### ACTIVITY
Repeat the listing that follows character for character, omitting images.

---------- DATA SHOWN

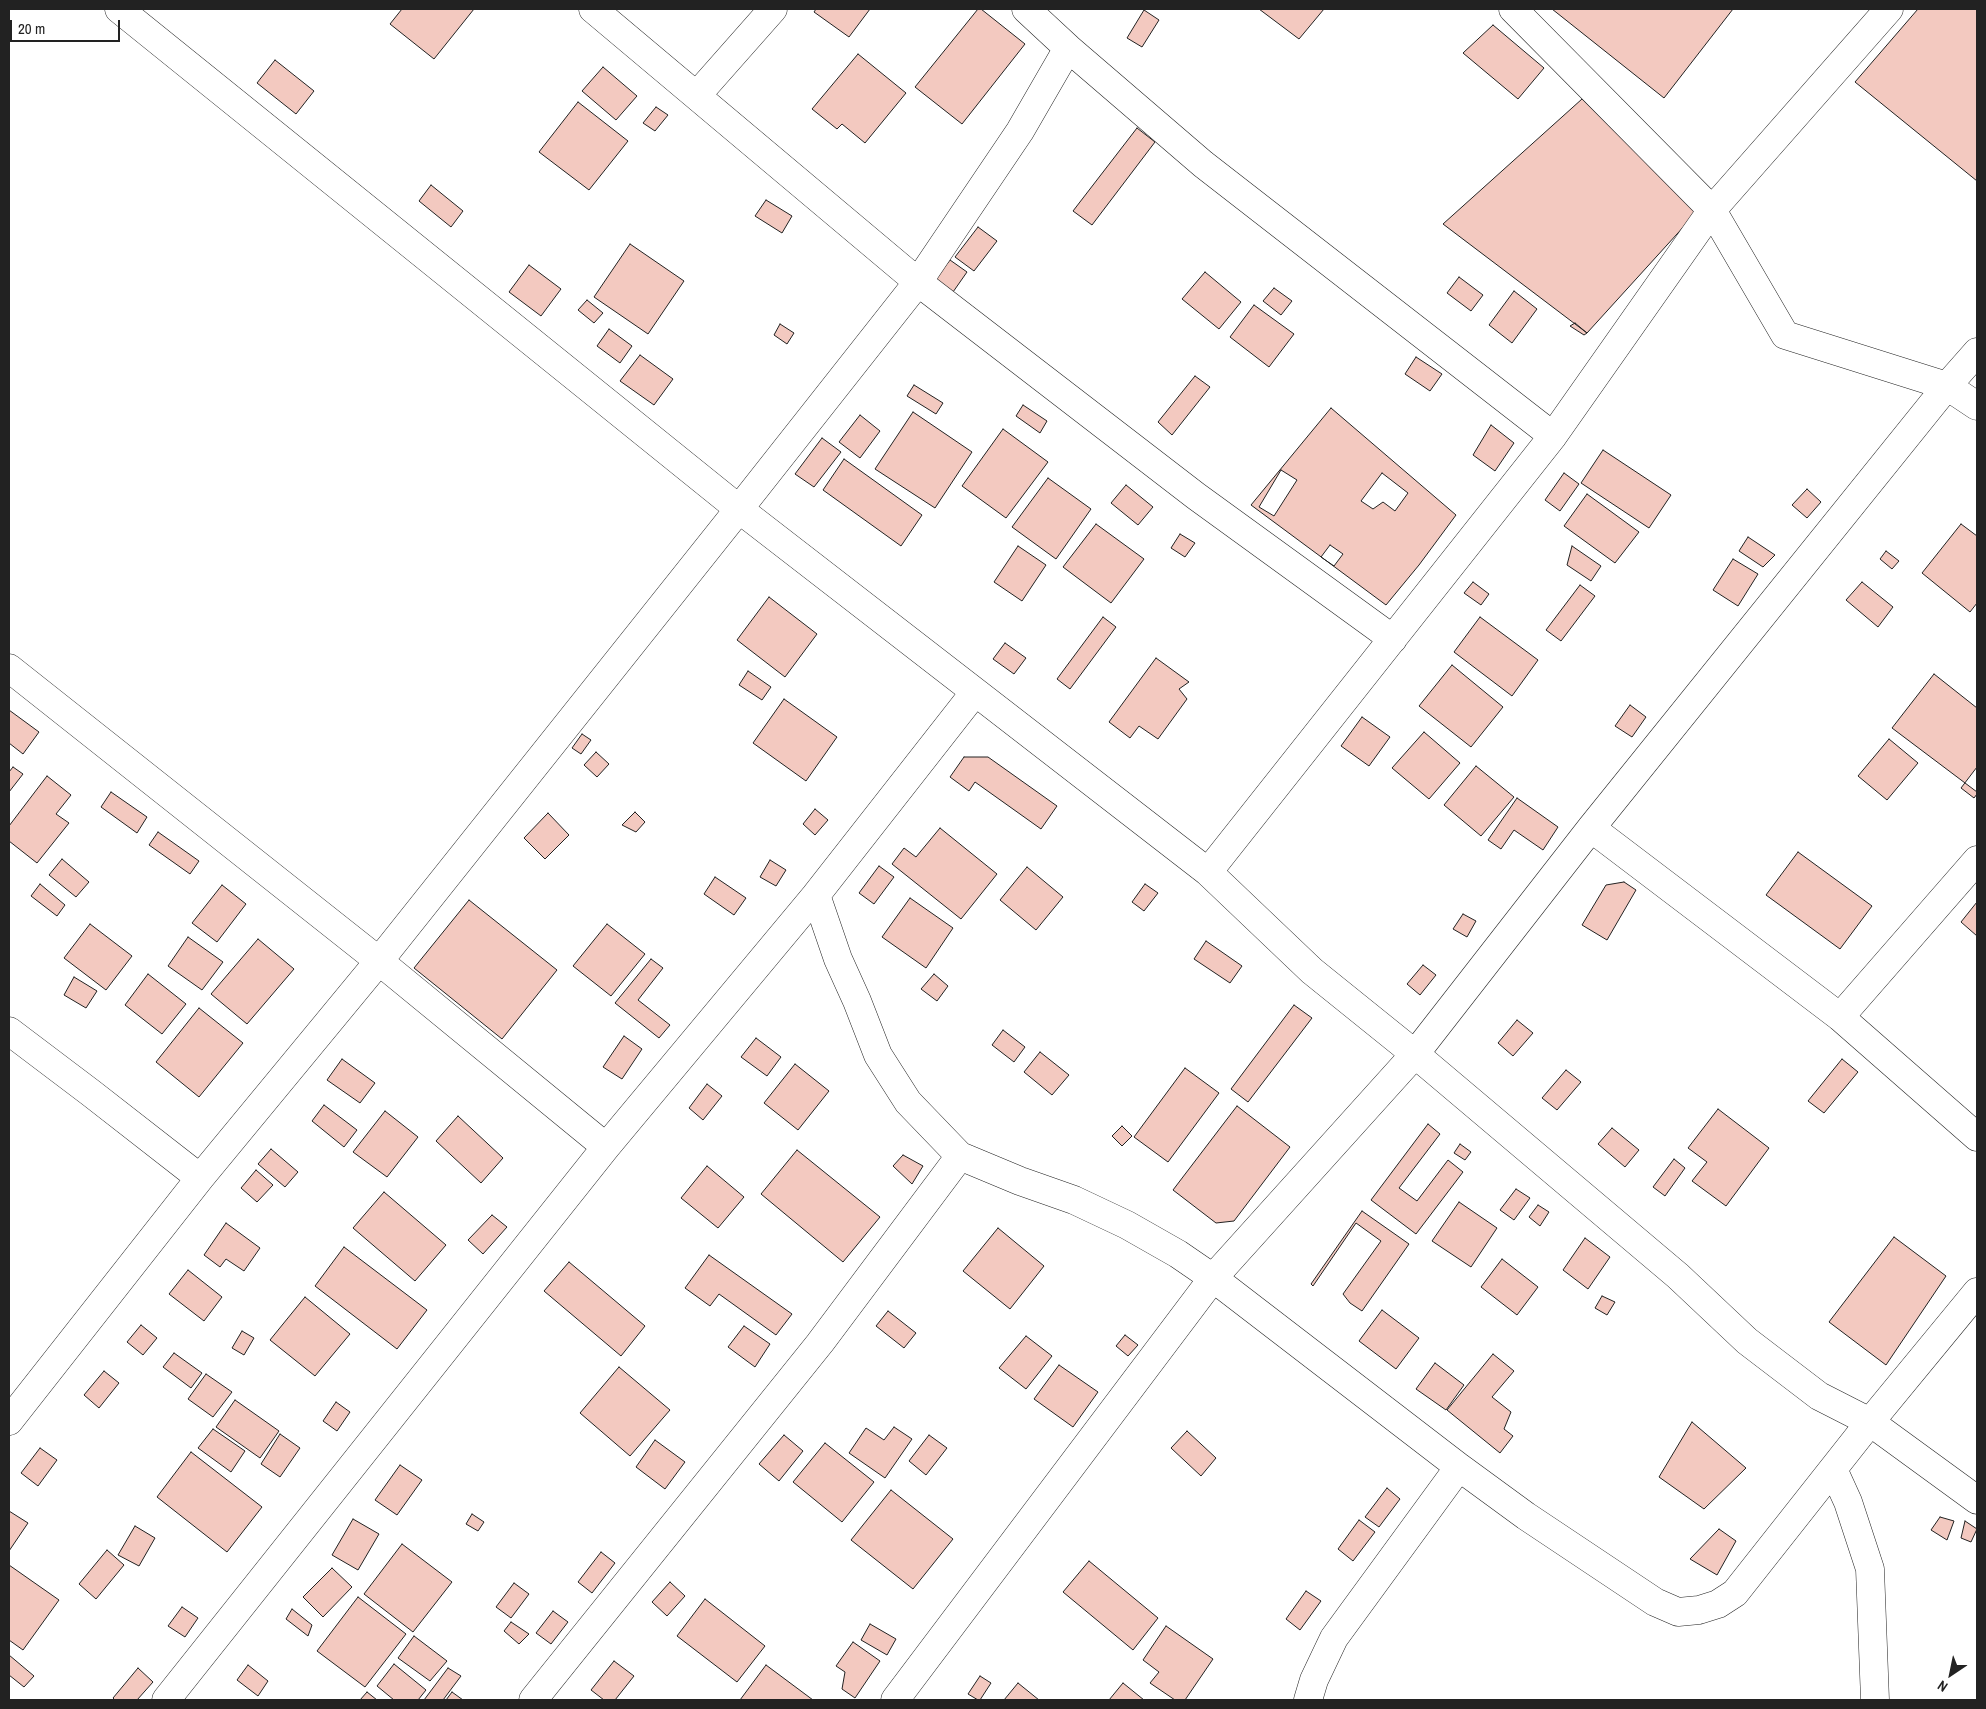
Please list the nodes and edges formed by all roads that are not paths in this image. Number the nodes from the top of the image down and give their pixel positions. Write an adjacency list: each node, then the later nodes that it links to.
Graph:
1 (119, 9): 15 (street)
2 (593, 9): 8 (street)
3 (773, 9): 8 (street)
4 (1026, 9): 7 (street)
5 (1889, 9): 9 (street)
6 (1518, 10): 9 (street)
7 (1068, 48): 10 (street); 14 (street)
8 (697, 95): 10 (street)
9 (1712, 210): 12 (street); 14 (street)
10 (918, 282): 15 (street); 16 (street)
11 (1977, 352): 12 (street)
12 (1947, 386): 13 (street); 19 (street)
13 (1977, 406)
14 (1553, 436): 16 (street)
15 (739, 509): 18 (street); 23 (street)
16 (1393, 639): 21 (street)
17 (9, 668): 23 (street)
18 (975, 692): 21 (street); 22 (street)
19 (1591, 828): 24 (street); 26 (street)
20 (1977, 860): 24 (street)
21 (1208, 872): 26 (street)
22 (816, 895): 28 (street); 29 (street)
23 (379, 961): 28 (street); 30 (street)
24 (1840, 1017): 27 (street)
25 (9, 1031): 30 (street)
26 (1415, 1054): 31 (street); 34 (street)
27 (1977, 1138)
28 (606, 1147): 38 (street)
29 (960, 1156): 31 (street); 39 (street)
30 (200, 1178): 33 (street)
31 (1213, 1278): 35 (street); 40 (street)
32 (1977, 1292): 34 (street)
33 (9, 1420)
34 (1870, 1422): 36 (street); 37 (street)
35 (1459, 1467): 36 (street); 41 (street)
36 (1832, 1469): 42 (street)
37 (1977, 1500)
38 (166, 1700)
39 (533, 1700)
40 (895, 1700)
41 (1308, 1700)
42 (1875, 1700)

--------------------

### RESPONSE
Please list the nodes and edges formed by all roads that are not paths in this image. Number the nodes from the top of the image down and give their pixel positions. Write an adjacency list: each node, then the later nodes that it links to.
Graph:
1 (119, 9): 15 (street)
2 (593, 9): 8 (street)
3 (773, 9): 8 (street)
4 (1026, 9): 7 (street)
5 (1889, 9): 9 (street)
6 (1518, 10): 9 (street)
7 (1068, 48): 10 (street); 14 (street)
8 (697, 95): 10 (street)
9 (1712, 210): 12 (street); 14 (street)
10 (918, 282): 15 (street); 16 (street)
11 (1977, 352): 12 (street)
12 (1947, 386): 13 (street); 19 (street)
13 (1977, 406)
14 (1553, 436): 16 (street)
15 (739, 509): 18 (street); 23 (street)
16 (1393, 639): 21 (street)
17 (9, 668): 23 (street)
18 (975, 692): 21 (street); 22 (street)
19 (1591, 828): 24 (street); 26 (street)
20 (1977, 860): 24 (street)
21 (1208, 872): 26 (street)
22 (816, 895): 28 (street); 29 (street)
23 (379, 961): 28 (street); 30 (street)
24 (1840, 1017): 27 (street)
25 (9, 1031): 30 (street)
26 (1415, 1054): 31 (street); 34 (street)
27 (1977, 1138)
28 (606, 1147): 38 (street)
29 (960, 1156): 31 (street); 39 (street)
30 (200, 1178): 33 (street)
31 (1213, 1278): 35 (street); 40 (street)
32 (1977, 1292): 34 (street)
33 (9, 1420)
34 (1870, 1422): 36 (street); 37 (street)
35 (1459, 1467): 36 (street); 41 (street)
36 (1832, 1469): 42 (street)
37 (1977, 1500)
38 (166, 1700)
39 (533, 1700)
40 (895, 1700)
41 (1308, 1700)
42 (1875, 1700)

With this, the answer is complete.